ANSWER: There was an incident. It was about halfway through my third season. I went into his office to talk with him. I said, "Coach, I need you to give me permission to throw the ball downfield. To take some shots downfield. I feel like I can't." He said, "I don't know where you're getting that idea." I said, "You tell me every day if there's any chance of a mistake, pull it back, check down. I feel roped in. Let me take some chances." He stood up, went to his sink and started brushing his teeth. He said, "I've got to go do some interviews. If you want to talk about this, come back later."
And then he walked out.
I look back on that now and it seems like such a defining moment. But at the time, I was so focused on making him happy, on getting in his good graces, I just let it go.
Q: When people tell you not to take chances, to never risk a mistake, how does that affect you?
A: You press. The same thing anybody else who is trying to please someone, please a group of people or please a city does ... you press. You try and do it harder. It consumes you.
Q: How did you feel during or after a bad game?
A: It ate at me. It consumed me. It was like I walked out there with a monkey on my back ... because I thought that people expected me to be a certain way, you know? If I threw an interception last game, I better throw a perfect pass this game.
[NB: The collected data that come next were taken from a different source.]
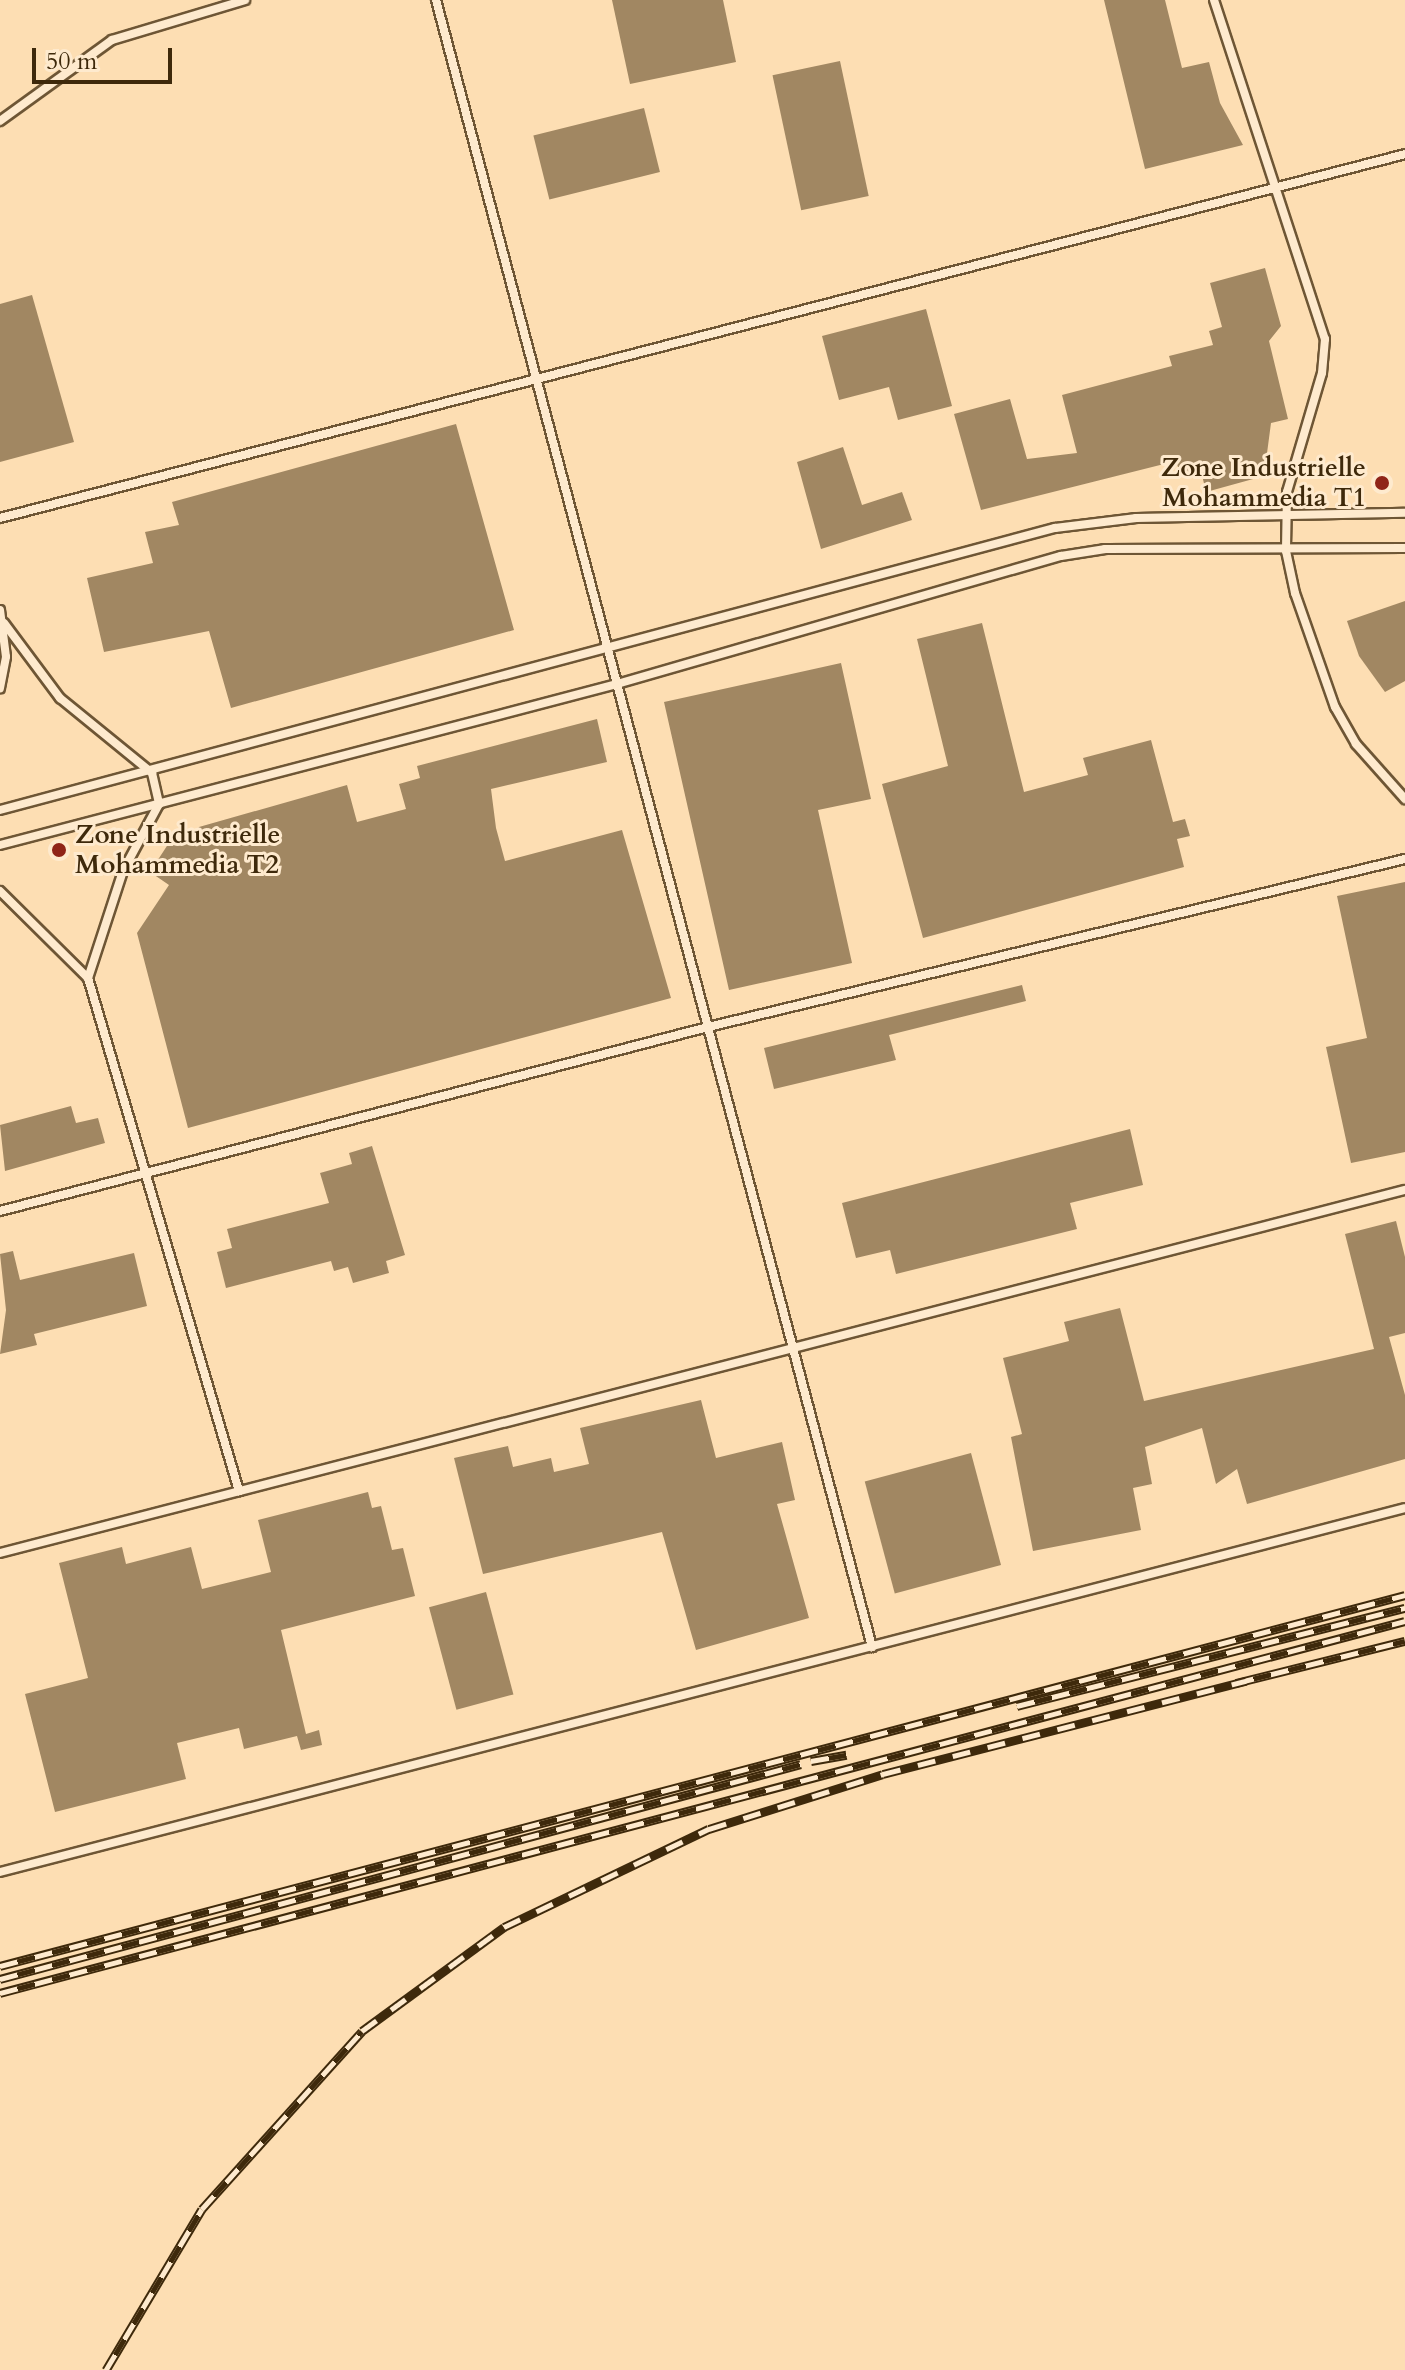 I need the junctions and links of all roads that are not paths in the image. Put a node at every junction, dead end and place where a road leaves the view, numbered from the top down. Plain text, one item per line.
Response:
1 (245, 0) edge
2 (436, 0) edge
3 (1214, 0) edge
4 (0, 121) edge
5 (1405, 154) edge
6 (1278, 189) junction
7 (538, 384) junction
8 (1405, 513) edge
9 (1285, 516) junction
10 (0, 518) edge
11 (1405, 548) edge
12 (1286, 551) junction
13 (0, 610) edge
14 (4, 623) junction
15 (606, 652) junction
16 (617, 684) junction
17 (0, 688) edge
18 (152, 773) junction
19 (1405, 799) edge
20 (159, 804) junction
21 (0, 810) edge
22 (0, 845) edge
23 (1405, 859) edge
24 (0, 891) edge
25 (88, 978) junction
26 (708, 1027) junction
27 (147, 1173) junction
28 (1405, 1190) edge
29 (0, 1211) edge
30 (793, 1348) junction
31 (239, 1491) junction
32 (1405, 1508) edge
33 (0, 1553) edge
34 (872, 1647) junction
35 (0, 1872) edge

1 - 4 lane
2 - 7 lane
3 - 6 lane
5 - 6 lane
6 - 7 lane
6 - 9 lane
7 - 10 lane
7 - 15 lane
8 - 9 lane
9 - 12 lane
9 - 15 lane
11 - 12 lane
12 - 16 lane
12 - 19 lane
13 - 14 lane
14 - 17 lane
14 - 18 lane
15 - 16 lane
15 - 18 lane
16 - 20 lane
16 - 26 lane
18 - 20 lane
18 - 21 lane
20 - 22 lane
20 - 25 lane
23 - 26 lane
24 - 25 lane
25 - 27 lane
26 - 27 lane
26 - 30 lane
27 - 29 lane
27 - 31 lane
28 - 30 lane
30 - 31 lane
30 - 34 lane
31 - 33 lane
32 - 34 lane
34 - 35 lane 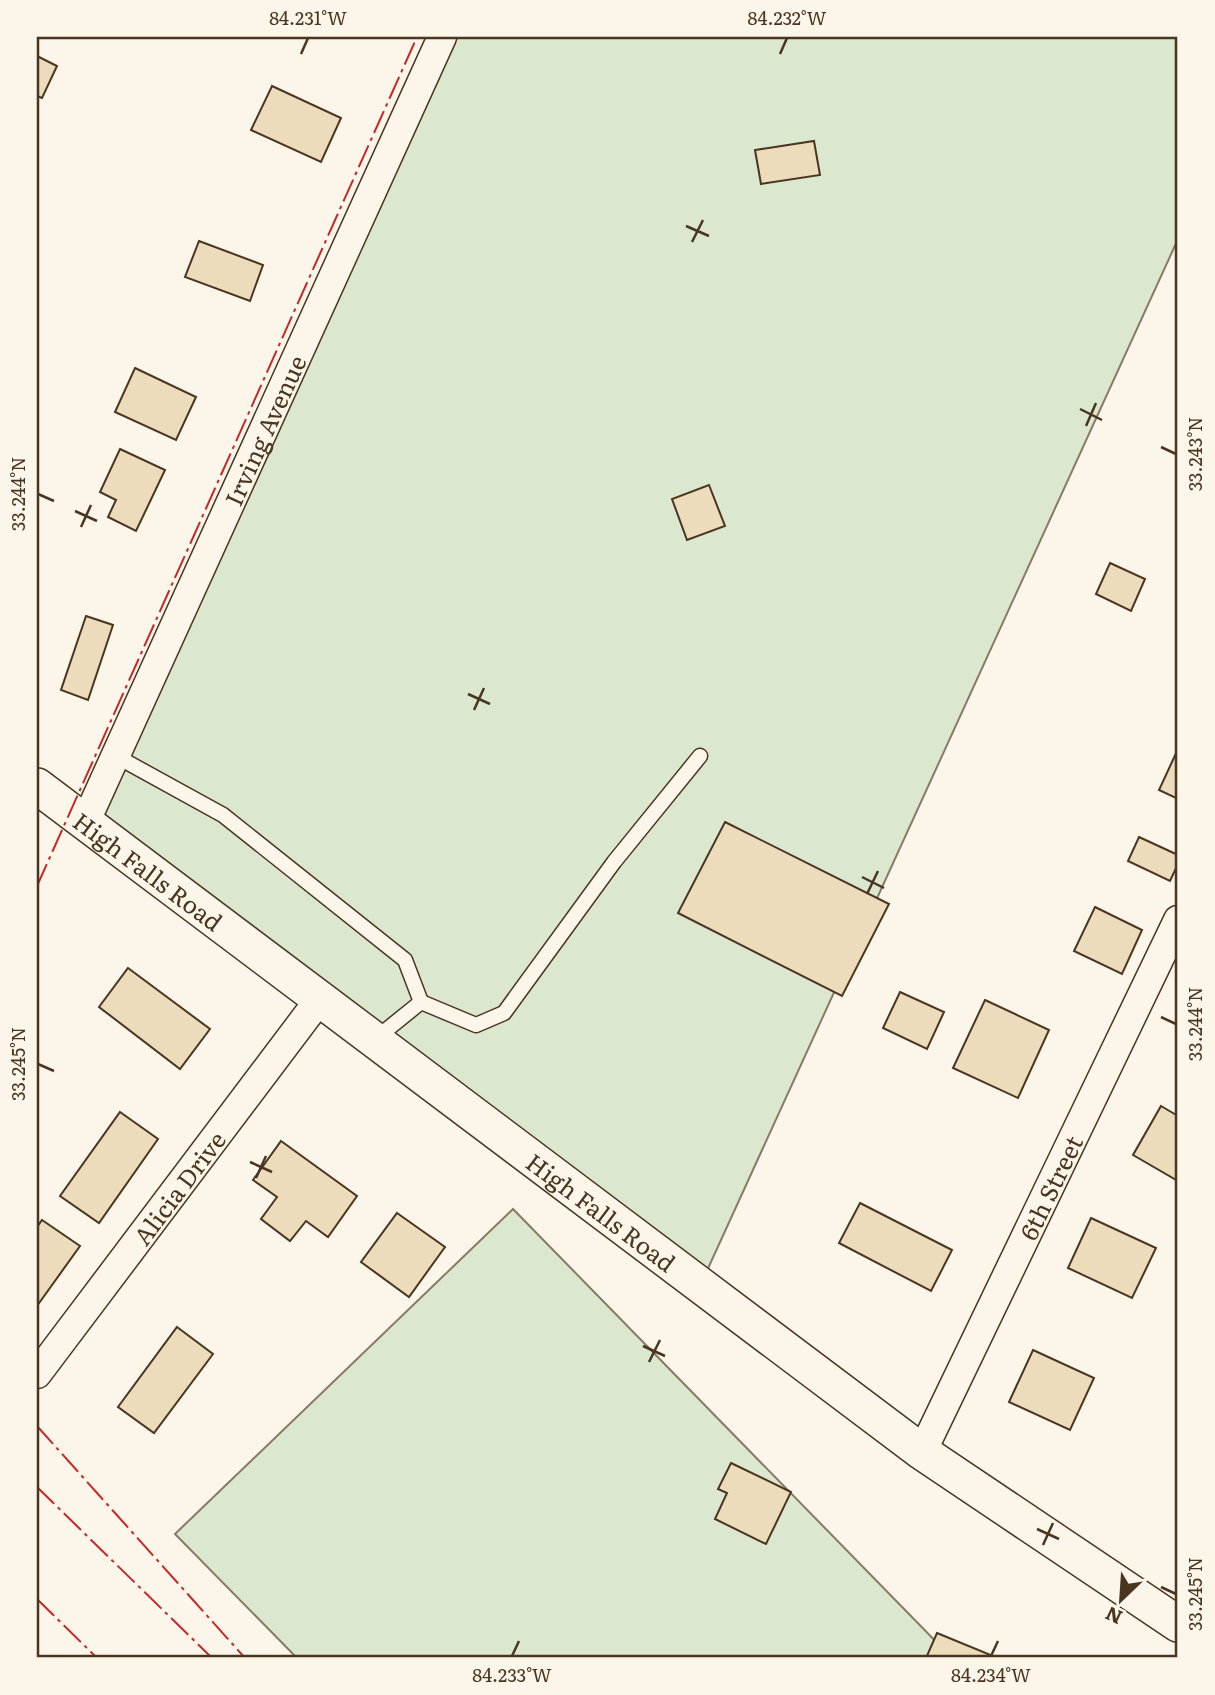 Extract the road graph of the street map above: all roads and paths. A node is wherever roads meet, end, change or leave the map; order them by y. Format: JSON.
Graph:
{"nodes":[{"id":1,"x":442,"y":37,"type":"edge"},
{"id":2,"x":114,"y":755,"type":"junction"},
{"id":3,"x":700,"y":756,"type":"dead end"},
{"id":4,"x":37,"y":786,"type":"edge"},
{"id":5,"x":85,"y":822,"type":"junction"},
{"id":6,"x":1178,"y":920,"type":"edge"},
{"id":7,"x":319,"y":1000,"type":"junction"},
{"id":8,"x":421,"y":1002,"type":"junction"},
{"id":9,"x":373,"y":1041,"type":"junction"},
{"id":10,"x":37,"y":1374,"type":"edge"},
{"id":11,"x":922,"y":1452,"type":"junction"},
{"id":12,"x":1178,"y":1624,"type":"edge"}],
"edges":[{"from":1,"to":2,"type":"street","name":"Irving Avenue"},
{"from":2,"to":5,"type":"street","name":"Irving Avenue"},
{"from":2,"to":8,"type":"lane"},
{"from":3,"to":8,"type":"lane"},
{"from":4,"to":5,"type":"street","name":"High Falls Road"},
{"from":5,"to":7,"type":"street","name":"High Falls Road"},
{"from":6,"to":11,"type":"street","name":"6th Street"},
{"from":7,"to":9,"type":"street","name":"High Falls Road"},
{"from":7,"to":10,"type":"street","name":"Alicia Drive"},
{"from":8,"to":9,"type":"lane"},
{"from":9,"to":11,"type":"street","name":"High Falls Road"},
{"from":11,"to":12,"type":"street","name":"High Falls Road"}]} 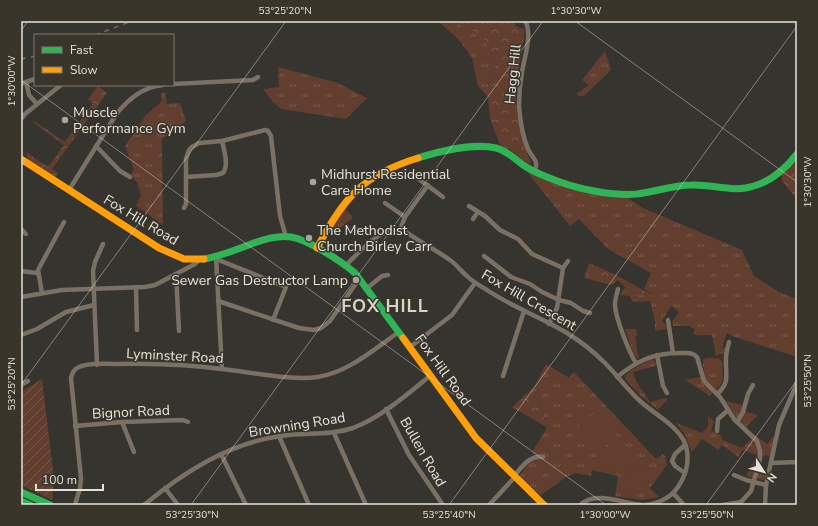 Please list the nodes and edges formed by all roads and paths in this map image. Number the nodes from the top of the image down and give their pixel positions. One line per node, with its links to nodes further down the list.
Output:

Q: How would you remold yourself as quarterback?
A: I would play more like I did during the last six games of this year. Cut it loose. If you make a mistake, so be it. At least you went down trying.
You need to be able to step back and say, "You know what, whether I complete this pass or not I'm still a good person. If that DB knocks the ball down, I'm still going home to family that will always be there for me." You do that, you can cut it loose. When your mind is free, you play so much better.
Q: Let's talk about your receivers in Detroit. Did you feel let down by them at all - particularly Charles Rogers and his problems?
A: (Long pause.) I don't feel the need to single anybody out. I would see myself no different than Dre' Bly and what he did if I came out and said what I think Charles needs to do. I will only say that I don't care who you are or what position you play, you have to be into being part of the team. You have to buy into the idea of sacrificing things that you personally may find valuable or important.
Q: How about Roy Williams?
A: I will miss throwing the ball to him. I always appreciated that he showed support for me; I really did. And I think he can be a very special player in this league.
Q: What was your approach to criticism in the media?
A: I don't know that I picked up a newspaper five times in all the time I was in Detroit. I never watched a local newscast. I never listened to sports radio. I couldn't tell you a single sports radio station. I even stopped watching "SportsCenter" on ESPN, the one place I thought was safe. ... There was still too much news about me on that.
Q: How about the fans?
A: Lions fans want to win. That's it. The word fan comes from fanatical and they are fanatical. And that's great. I wanted them to be happy. I wanted them to be fans of us winning.
Q: After Dre' Bly made his critical comments about you, didn't you ever bump into him?
A: Yeah. I acted like I did every other moment I've been in the same room with him. Just normal.
Q: Did he ever apologize?
A: About a month or so later. We were in Green Bay, I think, before the game, in the hotel. We were standing in a group waiting for an elevator. He pulled me aside. He said his comments were from frustration. I asked him why he didn't say them to my face. He said he was in the moment, and it was an emotional moment. He said he respected how I handled the whole thing. We shook hands.
Q: Were you satisfied?
A: I didn't need to be satisfied. ... I don't know that I really felt much differently afterwards.
Q: Did you sense your Lions career was over after your last game?
A: I did. I'm not saying I wanted it or didn't want it. I just assumed that all the signs were working against me. Four years of losing. Huge (salary) cap number. New coaches. If I had to place a bet, I would have bet on me not being back.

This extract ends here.